Le 27 octobre, le président de la République a annoncé un plan massif : 1 milliard de prêts, 650 millions d'euros d'aides. Avec ce plan, notre agriculture doit pouvoir passer le cap de la crise, mais elle doit aussi pour l'avenir avoir les moyens de se renouveler et de se moderniser. Pour réussir ce pari, nous avons besoin que l'effort des banques s'associe à celui de l'Etat. C'est pour une très large part sur leurs prêts que reposera nécessairement le financement du secteur agricole. Nous comptons donc sur leur responsabilité et il est essentiel que notre action commune - celle des banques et celle de l'Etat - soit dictée par l'efficacité et par la rapidité. Votre banque, le Crédit Agricole, jouera évidemment un rôle de premier plan dans le soutien à ce secteur qui est, pour notre pays, à la fois historique et stratégique. C'est maintenant qu'il faut agir, c'est maintenant que les agriculteurs ont besoin de notre soutien, c'est maintenant que les financements doivent être disponibles. Dès la semaine prochaine, le système d'aide sera en place, dès la semaine prochaine toutes les conditions d'octroi des prêts, des prises en charge d'intérêts et des cotisations sociales seront définies et seront connues. Et dès la semaine prochaine, tous les préfets auront reçu les instructions et disposeront des enveloppes nécessaires.
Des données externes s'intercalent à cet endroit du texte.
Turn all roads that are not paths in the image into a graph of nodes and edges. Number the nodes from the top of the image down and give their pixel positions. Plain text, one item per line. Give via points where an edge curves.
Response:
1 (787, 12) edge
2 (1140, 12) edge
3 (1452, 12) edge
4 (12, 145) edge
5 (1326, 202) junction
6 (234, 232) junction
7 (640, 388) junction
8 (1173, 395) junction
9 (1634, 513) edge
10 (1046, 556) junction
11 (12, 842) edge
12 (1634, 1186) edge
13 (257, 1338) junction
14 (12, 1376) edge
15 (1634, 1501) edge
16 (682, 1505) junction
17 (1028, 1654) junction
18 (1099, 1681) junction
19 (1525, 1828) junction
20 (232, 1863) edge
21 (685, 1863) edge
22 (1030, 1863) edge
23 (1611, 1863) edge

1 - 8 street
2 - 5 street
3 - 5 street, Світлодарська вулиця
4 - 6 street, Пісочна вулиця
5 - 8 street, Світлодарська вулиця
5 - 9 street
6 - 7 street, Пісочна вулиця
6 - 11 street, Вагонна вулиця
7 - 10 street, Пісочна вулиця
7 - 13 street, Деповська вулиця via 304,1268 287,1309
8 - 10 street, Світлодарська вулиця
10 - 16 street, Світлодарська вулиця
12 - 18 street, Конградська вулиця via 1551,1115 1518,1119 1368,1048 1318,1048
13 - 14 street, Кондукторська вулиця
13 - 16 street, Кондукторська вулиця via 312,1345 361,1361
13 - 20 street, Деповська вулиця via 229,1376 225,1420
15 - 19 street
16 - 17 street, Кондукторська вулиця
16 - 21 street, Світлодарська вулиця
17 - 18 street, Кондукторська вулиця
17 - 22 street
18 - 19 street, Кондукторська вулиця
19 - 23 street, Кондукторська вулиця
Qu'est-ce que nous mettons en place avec ce dispositif ? Ce n'est pas une simple addition de mesures, ce ne sont pas des solutions uniformes. C'est un ensemble d'outils qui pourra s'adapter aux difficultés particulières de chacun. C'est d'abord des prêts de reconstitution du fonds de roulement pour les agriculteurs qui ont des difficultés de trésorerie. C'est en deuxième lieu des prêts bonifiés de consolidation de l'annuité, pour les agriculteurs, dont la charge d'endettement sera trop lourde en 2010. C'est troisièmement une prise en charge des intérêts pour les agriculteurs qui n'ont pas la capacité de s'endetter. Les cibles prioritaires, ce seront les jeunes agriculteurs, les investisseurs récents et les exploitations qui ont enregistré une baisse de leurs résultats. C'est quatrièmement un examen spécifique pour les agriculteurs qui sont en situation difficile, alors même que leur exploitation est viable. Il s'inscrira dans le cadre de la procédure « agriculture en difficulté » que vous connaissez déjà. Enfin cinquième point, des allègements de charges sociales et des allègements de taxe sur le foncier non bâti sont également prévus au cas par cas.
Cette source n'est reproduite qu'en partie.